(Saved data entries)
▽

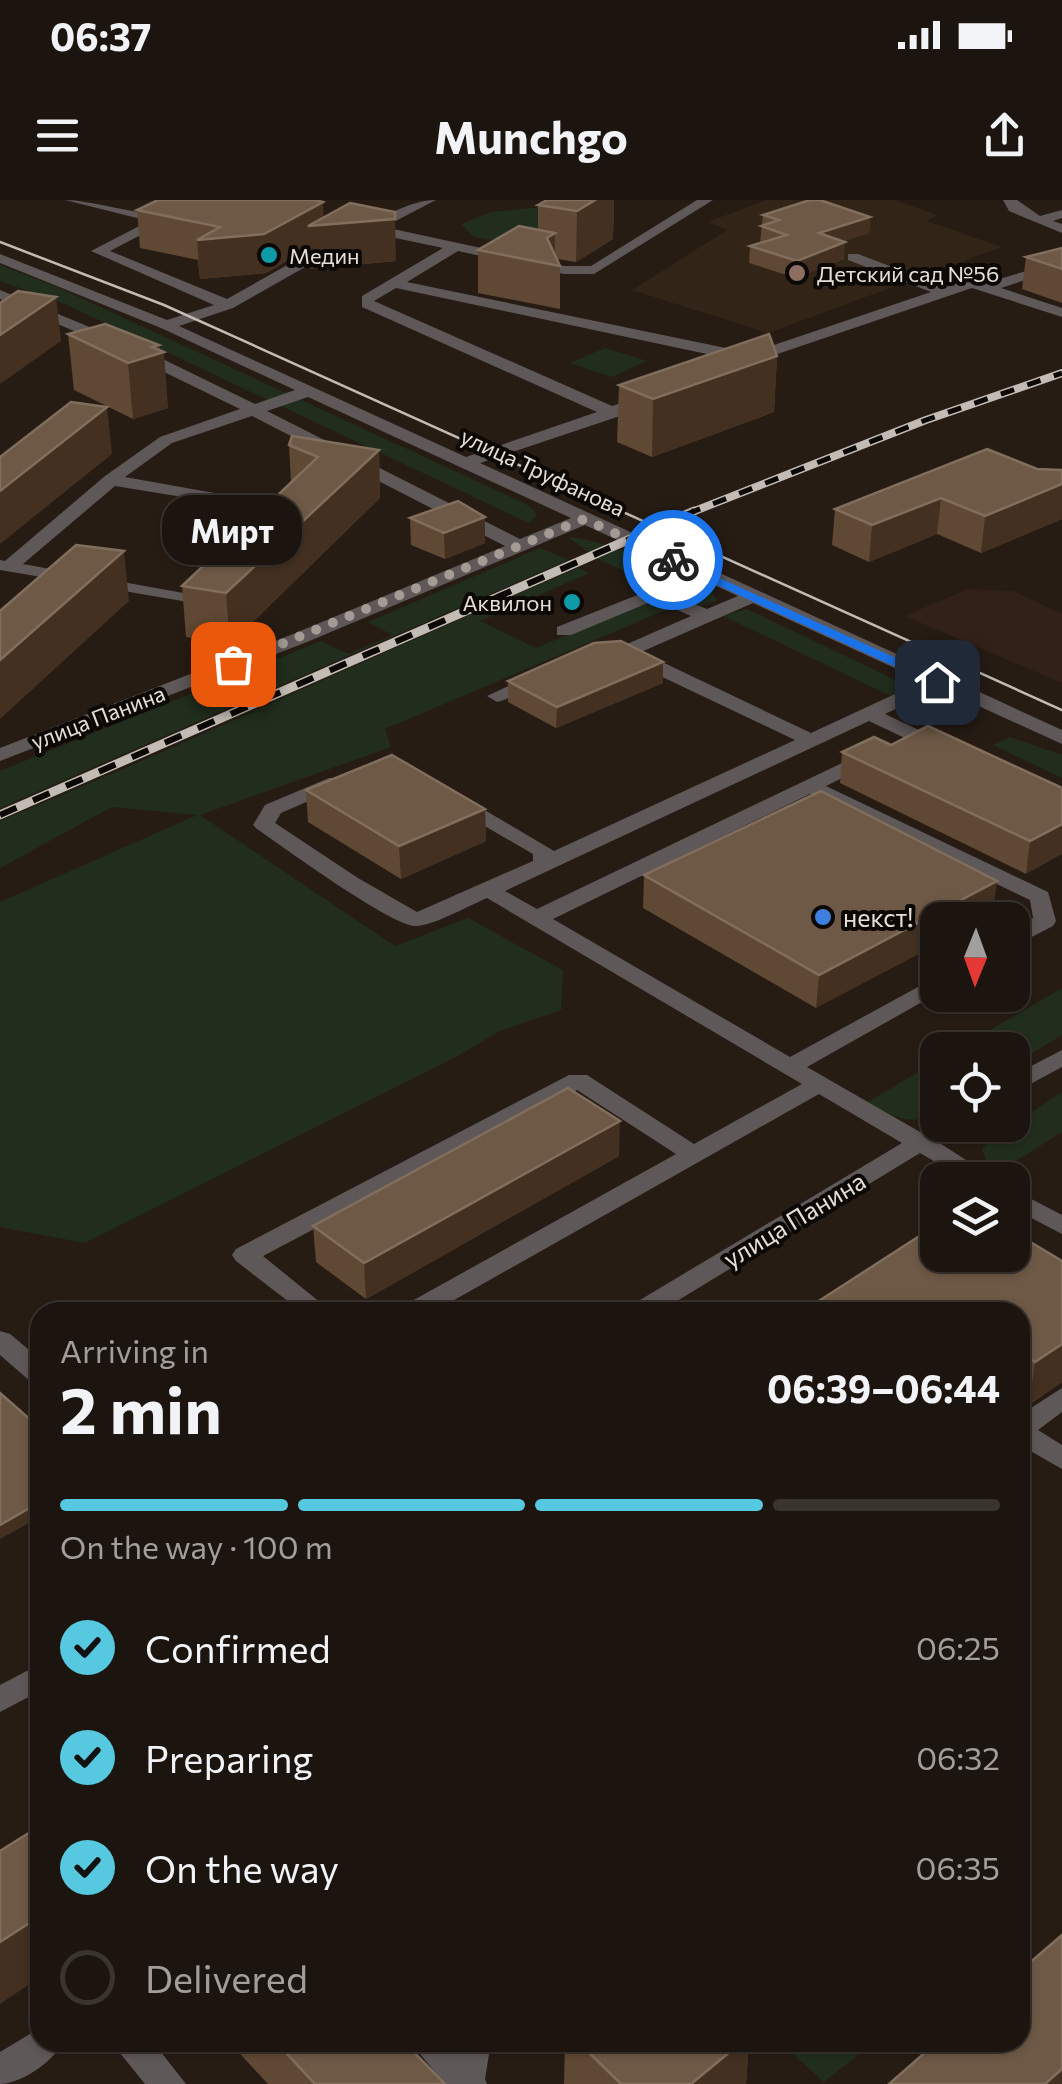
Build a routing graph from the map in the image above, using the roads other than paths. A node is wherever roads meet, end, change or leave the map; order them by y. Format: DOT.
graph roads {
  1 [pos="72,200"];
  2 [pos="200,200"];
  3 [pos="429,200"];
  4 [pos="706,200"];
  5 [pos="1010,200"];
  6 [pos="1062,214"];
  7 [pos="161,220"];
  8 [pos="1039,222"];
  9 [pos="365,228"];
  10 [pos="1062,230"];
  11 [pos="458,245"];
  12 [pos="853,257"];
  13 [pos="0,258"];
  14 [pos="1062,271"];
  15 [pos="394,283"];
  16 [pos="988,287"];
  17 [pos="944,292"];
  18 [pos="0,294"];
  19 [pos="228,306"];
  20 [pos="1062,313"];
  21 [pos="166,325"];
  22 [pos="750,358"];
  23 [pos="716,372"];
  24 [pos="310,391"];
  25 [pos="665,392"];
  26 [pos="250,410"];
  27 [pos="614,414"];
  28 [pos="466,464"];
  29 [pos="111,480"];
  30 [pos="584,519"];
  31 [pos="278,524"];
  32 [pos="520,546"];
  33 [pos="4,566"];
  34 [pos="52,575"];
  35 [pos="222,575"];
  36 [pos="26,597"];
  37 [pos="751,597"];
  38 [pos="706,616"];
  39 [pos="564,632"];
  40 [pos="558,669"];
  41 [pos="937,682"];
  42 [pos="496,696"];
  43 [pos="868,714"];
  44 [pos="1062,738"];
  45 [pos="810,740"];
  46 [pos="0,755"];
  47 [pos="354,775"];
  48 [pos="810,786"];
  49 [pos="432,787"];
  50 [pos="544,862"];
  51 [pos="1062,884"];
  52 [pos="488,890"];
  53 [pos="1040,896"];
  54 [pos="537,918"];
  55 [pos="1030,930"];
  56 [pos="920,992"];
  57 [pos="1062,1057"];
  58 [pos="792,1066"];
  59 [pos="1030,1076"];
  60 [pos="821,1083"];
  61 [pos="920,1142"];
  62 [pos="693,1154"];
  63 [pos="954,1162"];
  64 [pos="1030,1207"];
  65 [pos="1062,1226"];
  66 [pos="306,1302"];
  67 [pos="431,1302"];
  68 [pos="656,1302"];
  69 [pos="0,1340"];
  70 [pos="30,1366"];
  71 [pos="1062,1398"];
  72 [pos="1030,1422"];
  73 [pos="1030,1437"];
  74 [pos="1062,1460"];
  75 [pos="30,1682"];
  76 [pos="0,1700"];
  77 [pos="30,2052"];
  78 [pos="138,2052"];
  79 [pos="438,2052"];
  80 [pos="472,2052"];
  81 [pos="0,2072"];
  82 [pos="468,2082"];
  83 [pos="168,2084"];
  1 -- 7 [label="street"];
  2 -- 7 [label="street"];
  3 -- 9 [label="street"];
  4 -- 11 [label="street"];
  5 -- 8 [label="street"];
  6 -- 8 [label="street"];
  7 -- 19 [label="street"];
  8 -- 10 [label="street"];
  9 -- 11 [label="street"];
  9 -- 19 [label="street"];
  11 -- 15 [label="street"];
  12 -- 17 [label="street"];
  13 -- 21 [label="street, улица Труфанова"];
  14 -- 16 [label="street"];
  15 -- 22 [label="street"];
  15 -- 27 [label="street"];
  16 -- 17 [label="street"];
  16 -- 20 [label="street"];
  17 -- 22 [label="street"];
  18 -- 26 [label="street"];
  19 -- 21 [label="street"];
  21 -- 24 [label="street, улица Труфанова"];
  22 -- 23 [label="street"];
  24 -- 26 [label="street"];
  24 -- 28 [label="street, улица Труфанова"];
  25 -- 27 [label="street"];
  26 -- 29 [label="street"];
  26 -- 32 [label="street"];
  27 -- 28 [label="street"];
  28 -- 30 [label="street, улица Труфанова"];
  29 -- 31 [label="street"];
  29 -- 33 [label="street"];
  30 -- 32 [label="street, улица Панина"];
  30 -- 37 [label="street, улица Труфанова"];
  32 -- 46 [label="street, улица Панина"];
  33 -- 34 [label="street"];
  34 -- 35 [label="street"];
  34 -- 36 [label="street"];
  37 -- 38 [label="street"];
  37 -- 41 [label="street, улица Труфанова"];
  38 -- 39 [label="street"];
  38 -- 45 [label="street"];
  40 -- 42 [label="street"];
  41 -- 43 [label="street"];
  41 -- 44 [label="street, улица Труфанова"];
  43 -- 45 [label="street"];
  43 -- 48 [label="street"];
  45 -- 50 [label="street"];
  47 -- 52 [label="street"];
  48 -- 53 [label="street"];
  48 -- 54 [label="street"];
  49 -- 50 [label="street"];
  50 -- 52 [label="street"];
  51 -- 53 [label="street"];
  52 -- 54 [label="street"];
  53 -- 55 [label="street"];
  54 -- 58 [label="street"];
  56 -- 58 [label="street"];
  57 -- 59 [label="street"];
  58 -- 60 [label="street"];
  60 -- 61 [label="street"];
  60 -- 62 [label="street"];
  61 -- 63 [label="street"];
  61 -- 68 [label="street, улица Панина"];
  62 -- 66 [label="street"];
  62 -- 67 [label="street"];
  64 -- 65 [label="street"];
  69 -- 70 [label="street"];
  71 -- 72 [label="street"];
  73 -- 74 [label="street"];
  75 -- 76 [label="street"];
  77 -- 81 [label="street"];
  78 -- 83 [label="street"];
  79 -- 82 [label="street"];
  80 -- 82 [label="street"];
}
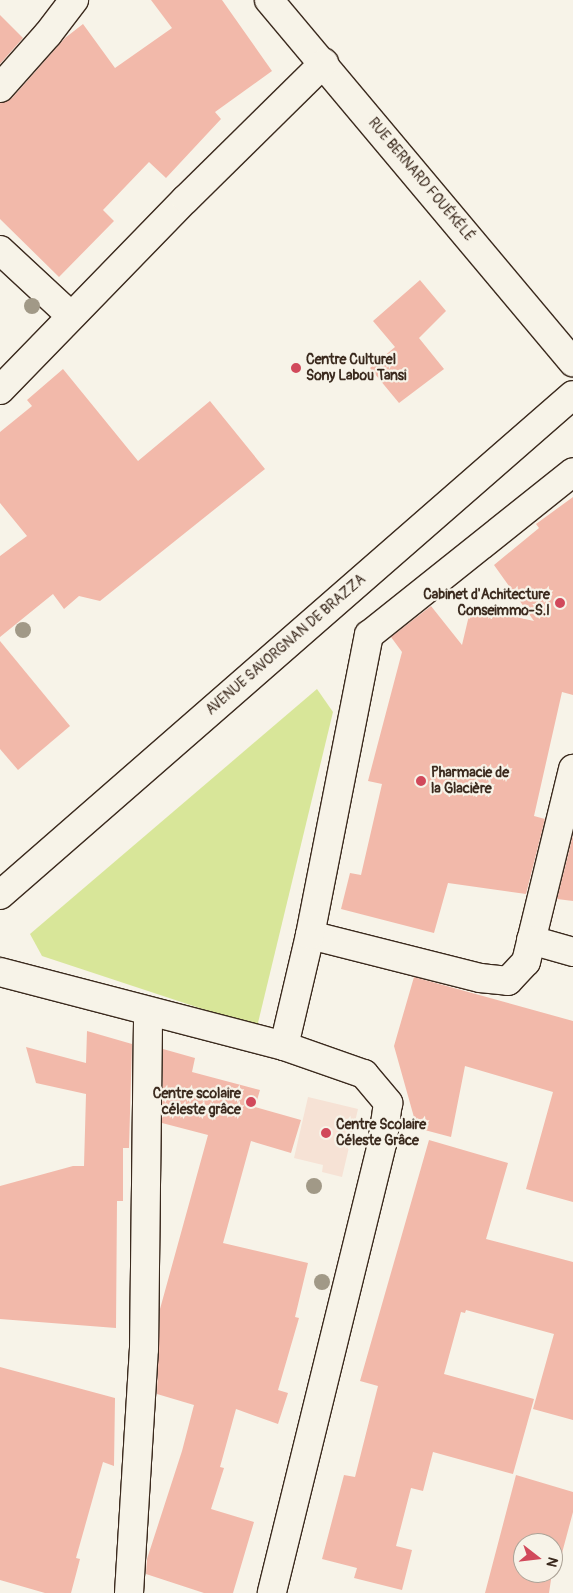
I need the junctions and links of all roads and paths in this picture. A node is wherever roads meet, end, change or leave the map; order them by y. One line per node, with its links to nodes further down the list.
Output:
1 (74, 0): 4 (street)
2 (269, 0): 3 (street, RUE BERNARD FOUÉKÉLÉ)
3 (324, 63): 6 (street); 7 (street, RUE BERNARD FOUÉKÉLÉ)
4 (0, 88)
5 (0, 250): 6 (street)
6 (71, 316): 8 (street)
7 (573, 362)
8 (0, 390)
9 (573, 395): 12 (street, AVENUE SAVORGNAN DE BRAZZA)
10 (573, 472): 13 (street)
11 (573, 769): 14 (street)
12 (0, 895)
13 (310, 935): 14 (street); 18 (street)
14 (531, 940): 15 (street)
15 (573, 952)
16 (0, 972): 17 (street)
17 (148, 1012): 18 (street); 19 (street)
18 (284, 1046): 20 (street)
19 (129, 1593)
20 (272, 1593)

△

> _Exercise details_
Reproduce each entry exactly as given; no pictures, please.

> _Exercise result_
Build a routing graph from the map in the image above, using the roads other than paths. A node is wherever roads meet, end, change or leave the map; order them by y. Format: DOT.
graph roads {
  1 [pos="72,200"];
  2 [pos="200,200"];
  3 [pos="429,200"];
  4 [pos="706,200"];
  5 [pos="1010,200"];
  6 [pos="1062,214"];
  7 [pos="161,220"];
  8 [pos="1039,222"];
  9 [pos="365,228"];
  10 [pos="1062,230"];
  11 [pos="458,245"];
  12 [pos="853,257"];
  13 [pos="0,258"];
  14 [pos="1062,271"];
  15 [pos="394,283"];
  16 [pos="988,287"];
  17 [pos="944,292"];
  18 [pos="0,294"];
  19 [pos="228,306"];
  20 [pos="1062,313"];
  21 [pos="166,325"];
  22 [pos="750,358"];
  23 [pos="716,372"];
  24 [pos="310,391"];
  25 [pos="665,392"];
  26 [pos="250,410"];
  27 [pos="614,414"];
  28 [pos="466,464"];
  29 [pos="111,480"];
  30 [pos="584,519"];
  31 [pos="278,524"];
  32 [pos="520,546"];
  33 [pos="4,566"];
  34 [pos="52,575"];
  35 [pos="222,575"];
  36 [pos="26,597"];
  37 [pos="751,597"];
  38 [pos="706,616"];
  39 [pos="564,632"];
  40 [pos="558,669"];
  41 [pos="937,682"];
  42 [pos="496,696"];
  43 [pos="868,714"];
  44 [pos="1062,738"];
  45 [pos="810,740"];
  46 [pos="0,755"];
  47 [pos="354,775"];
  48 [pos="810,786"];
  49 [pos="432,787"];
  50 [pos="544,862"];
  51 [pos="1062,884"];
  52 [pos="488,890"];
  53 [pos="1040,896"];
  54 [pos="537,918"];
  55 [pos="1030,930"];
  56 [pos="920,992"];
  57 [pos="1062,1057"];
  58 [pos="792,1066"];
  59 [pos="1030,1076"];
  60 [pos="821,1083"];
  61 [pos="920,1142"];
  62 [pos="693,1154"];
  63 [pos="954,1162"];
  64 [pos="1030,1207"];
  65 [pos="1062,1226"];
  66 [pos="306,1302"];
  67 [pos="431,1302"];
  68 [pos="656,1302"];
  69 [pos="0,1340"];
  70 [pos="30,1366"];
  71 [pos="1062,1398"];
  72 [pos="1030,1422"];
  73 [pos="1030,1437"];
  74 [pos="1062,1460"];
  75 [pos="30,1682"];
  76 [pos="0,1700"];
  77 [pos="30,2052"];
  78 [pos="138,2052"];
  79 [pos="438,2052"];
  80 [pos="472,2052"];
  81 [pos="0,2072"];
  82 [pos="468,2082"];
  83 [pos="168,2084"];
  1 -- 7 [label="street"];
  2 -- 7 [label="street"];
  3 -- 9 [label="street"];
  4 -- 11 [label="street"];
  5 -- 8 [label="street"];
  6 -- 8 [label="street"];
  7 -- 19 [label="street"];
  8 -- 10 [label="street"];
  9 -- 11 [label="street"];
  9 -- 19 [label="street"];
  11 -- 15 [label="street"];
  12 -- 17 [label="street"];
  13 -- 21 [label="street, улица Труфанова"];
  14 -- 16 [label="street"];
  15 -- 22 [label="street"];
  15 -- 27 [label="street"];
  16 -- 17 [label="street"];
  16 -- 20 [label="street"];
  17 -- 22 [label="street"];
  18 -- 26 [label="street"];
  19 -- 21 [label="street"];
  21 -- 24 [label="street, улица Труфанова"];
  22 -- 23 [label="street"];
  24 -- 26 [label="street"];
  24 -- 28 [label="street, улица Труфанова"];
  25 -- 27 [label="street"];
  26 -- 29 [label="street"];
  26 -- 32 [label="street"];
  27 -- 28 [label="street"];
  28 -- 30 [label="street, улица Труфанова"];
  29 -- 31 [label="street"];
  29 -- 33 [label="street"];
  30 -- 32 [label="street, улица Панина"];
  30 -- 37 [label="street, улица Труфанова"];
  32 -- 46 [label="street, улица Панина"];
  33 -- 34 [label="street"];
  34 -- 35 [label="street"];
  34 -- 36 [label="street"];
  37 -- 38 [label="street"];
  37 -- 41 [label="street, улица Труфанова"];
  38 -- 39 [label="street"];
  38 -- 45 [label="street"];
  40 -- 42 [label="street"];
  41 -- 43 [label="street"];
  41 -- 44 [label="street, улица Труфанова"];
  43 -- 45 [label="street"];
  43 -- 48 [label="street"];
  45 -- 50 [label="street"];
  47 -- 52 [label="street"];
  48 -- 53 [label="street"];
  48 -- 54 [label="street"];
  49 -- 50 [label="street"];
  50 -- 52 [label="street"];
  51 -- 53 [label="street"];
  52 -- 54 [label="street"];
  53 -- 55 [label="street"];
  54 -- 58 [label="street"];
  56 -- 58 [label="street"];
  57 -- 59 [label="street"];
  58 -- 60 [label="street"];
  60 -- 61 [label="street"];
  60 -- 62 [label="street"];
  61 -- 63 [label="street"];
  61 -- 68 [label="street, улица Панина"];
  62 -- 66 [label="street"];
  62 -- 67 [label="street"];
  64 -- 65 [label="street"];
  69 -- 70 [label="street"];
  71 -- 72 [label="street"];
  73 -- 74 [label="street"];
  75 -- 76 [label="street"];
  77 -- 81 [label="street"];
  78 -- 83 [label="street"];
  79 -- 82 [label="street"];
  80 -- 82 [label="street"];
}
I need the junctions and links of all roads and paths in this picture. A node is wherever roads meet, end, change or leave the map; order them by y. One line per node, with its links to nodes further down the list.
Output:
1 (74, 0): 4 (street)
2 (269, 0): 3 (street, RUE BERNARD FOUÉKÉLÉ)
3 (324, 63): 6 (street); 7 (street, RUE BERNARD FOUÉKÉLÉ)
4 (0, 88)
5 (0, 250): 6 (street)
6 (71, 316): 8 (street)
7 (573, 362)
8 (0, 390)
9 (573, 395): 12 (street, AVENUE SAVORGNAN DE BRAZZA)
10 (573, 472): 13 (street)
11 (573, 769): 14 (street)
12 (0, 895)
13 (310, 935): 14 (street); 18 (street)
14 (531, 940): 15 (street)
15 (573, 952)
16 (0, 972): 17 (street)
17 (148, 1012): 18 (street); 19 (street)
18 (284, 1046): 20 (street)
19 (129, 1593)
20 (272, 1593)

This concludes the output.